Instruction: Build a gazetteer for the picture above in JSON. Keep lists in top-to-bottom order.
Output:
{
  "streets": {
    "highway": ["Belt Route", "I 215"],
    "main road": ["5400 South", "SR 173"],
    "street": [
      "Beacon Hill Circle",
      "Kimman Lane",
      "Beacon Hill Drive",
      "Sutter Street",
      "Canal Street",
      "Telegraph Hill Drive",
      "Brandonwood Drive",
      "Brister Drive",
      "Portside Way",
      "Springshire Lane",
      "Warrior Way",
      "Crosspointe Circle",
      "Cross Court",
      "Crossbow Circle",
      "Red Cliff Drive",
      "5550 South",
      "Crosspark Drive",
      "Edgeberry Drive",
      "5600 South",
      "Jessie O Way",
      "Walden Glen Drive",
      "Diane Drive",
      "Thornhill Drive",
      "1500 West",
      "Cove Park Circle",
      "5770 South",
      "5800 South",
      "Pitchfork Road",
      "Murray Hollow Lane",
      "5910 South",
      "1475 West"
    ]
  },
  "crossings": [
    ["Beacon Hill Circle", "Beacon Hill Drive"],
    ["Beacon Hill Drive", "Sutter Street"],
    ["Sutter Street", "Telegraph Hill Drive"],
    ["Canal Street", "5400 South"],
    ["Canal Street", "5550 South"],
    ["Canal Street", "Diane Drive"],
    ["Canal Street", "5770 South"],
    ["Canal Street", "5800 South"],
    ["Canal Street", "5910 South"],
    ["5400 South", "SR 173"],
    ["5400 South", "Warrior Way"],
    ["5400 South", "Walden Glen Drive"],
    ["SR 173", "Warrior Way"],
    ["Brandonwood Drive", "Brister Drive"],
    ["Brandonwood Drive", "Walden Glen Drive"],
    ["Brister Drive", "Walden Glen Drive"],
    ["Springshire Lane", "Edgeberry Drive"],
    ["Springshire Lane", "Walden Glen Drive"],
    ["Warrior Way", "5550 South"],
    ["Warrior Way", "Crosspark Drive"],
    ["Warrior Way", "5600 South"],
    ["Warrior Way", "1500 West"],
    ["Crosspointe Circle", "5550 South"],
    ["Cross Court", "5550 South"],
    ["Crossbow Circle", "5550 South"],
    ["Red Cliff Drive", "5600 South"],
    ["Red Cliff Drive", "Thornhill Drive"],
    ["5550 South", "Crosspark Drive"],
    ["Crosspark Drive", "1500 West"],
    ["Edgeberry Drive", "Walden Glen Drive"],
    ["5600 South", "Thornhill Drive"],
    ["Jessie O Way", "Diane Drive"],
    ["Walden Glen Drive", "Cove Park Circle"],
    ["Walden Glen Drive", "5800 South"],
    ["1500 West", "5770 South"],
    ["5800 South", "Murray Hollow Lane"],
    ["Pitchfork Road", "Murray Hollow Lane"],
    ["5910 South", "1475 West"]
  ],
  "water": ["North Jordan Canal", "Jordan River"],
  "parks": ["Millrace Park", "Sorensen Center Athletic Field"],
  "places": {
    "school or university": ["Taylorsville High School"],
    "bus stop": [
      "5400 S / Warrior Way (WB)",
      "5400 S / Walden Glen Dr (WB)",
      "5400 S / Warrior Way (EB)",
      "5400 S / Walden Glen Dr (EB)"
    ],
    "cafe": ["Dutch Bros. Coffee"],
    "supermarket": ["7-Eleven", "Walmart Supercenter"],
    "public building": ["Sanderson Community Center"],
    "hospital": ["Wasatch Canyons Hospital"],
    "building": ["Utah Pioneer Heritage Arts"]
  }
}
____________
Write the records again exactly as they stand.

=== Solved problem ===
Instruction: Build a gazetteer for the picture above in JSON. Keep lists in top-to-bottom order.
Output:
{
  "streets": {
    "highway": ["Belt Route", "I 215"],
    "main road": ["5400 South", "SR 173"],
    "street": [
      "Beacon Hill Circle",
      "Kimman Lane",
      "Beacon Hill Drive",
      "Sutter Street",
      "Canal Street",
      "Telegraph Hill Drive",
      "Brandonwood Drive",
      "Brister Drive",
      "Portside Way",
      "Springshire Lane",
      "Warrior Way",
      "Crosspointe Circle",
      "Cross Court",
      "Crossbow Circle",
      "Red Cliff Drive",
      "5550 South",
      "Crosspark Drive",
      "Edgeberry Drive",
      "5600 South",
      "Jessie O Way",
      "Walden Glen Drive",
      "Diane Drive",
      "Thornhill Drive",
      "1500 West",
      "Cove Park Circle",
      "5770 South",
      "5800 South",
      "Pitchfork Road",
      "Murray Hollow Lane",
      "5910 South",
      "1475 West"
    ]
  },
  "crossings": [
    ["Beacon Hill Circle", "Beacon Hill Drive"],
    ["Beacon Hill Drive", "Sutter Street"],
    ["Sutter Street", "Telegraph Hill Drive"],
    ["Canal Street", "5400 South"],
    ["Canal Street", "5550 South"],
    ["Canal Street", "Diane Drive"],
    ["Canal Street", "5770 South"],
    ["Canal Street", "5800 South"],
    ["Canal Street", "5910 South"],
    ["5400 South", "SR 173"],
    ["5400 South", "Warrior Way"],
    ["5400 South", "Walden Glen Drive"],
    ["SR 173", "Warrior Way"],
    ["Brandonwood Drive", "Brister Drive"],
    ["Brandonwood Drive", "Walden Glen Drive"],
    ["Brister Drive", "Walden Glen Drive"],
    ["Springshire Lane", "Edgeberry Drive"],
    ["Springshire Lane", "Walden Glen Drive"],
    ["Warrior Way", "5550 South"],
    ["Warrior Way", "Crosspark Drive"],
    ["Warrior Way", "5600 South"],
    ["Warrior Way", "1500 West"],
    ["Crosspointe Circle", "5550 South"],
    ["Cross Court", "5550 South"],
    ["Crossbow Circle", "5550 South"],
    ["Red Cliff Drive", "5600 South"],
    ["Red Cliff Drive", "Thornhill Drive"],
    ["5550 South", "Crosspark Drive"],
    ["Crosspark Drive", "1500 West"],
    ["Edgeberry Drive", "Walden Glen Drive"],
    ["5600 South", "Thornhill Drive"],
    ["Jessie O Way", "Diane Drive"],
    ["Walden Glen Drive", "Cove Park Circle"],
    ["Walden Glen Drive", "5800 South"],
    ["1500 West", "5770 South"],
    ["5800 South", "Murray Hollow Lane"],
    ["Pitchfork Road", "Murray Hollow Lane"],
    ["5910 South", "1475 West"]
  ],
  "water": ["North Jordan Canal", "Jordan River"],
  "parks": ["Millrace Park", "Sorensen Center Athletic Field"],
  "places": {
    "school or university": ["Taylorsville High School"],
    "bus stop": [
      "5400 S / Warrior Way (WB)",
      "5400 S / Walden Glen Dr (WB)",
      "5400 S / Warrior Way (EB)",
      "5400 S / Walden Glen Dr (EB)"
    ],
    "cafe": ["Dutch Bros. Coffee"],
    "supermarket": ["7-Eleven", "Walmart Supercenter"],
    "public building": ["Sanderson Community Center"],
    "hospital": ["Wasatch Canyons Hospital"],
    "building": ["Utah Pioneer Heritage Arts"]
  }
}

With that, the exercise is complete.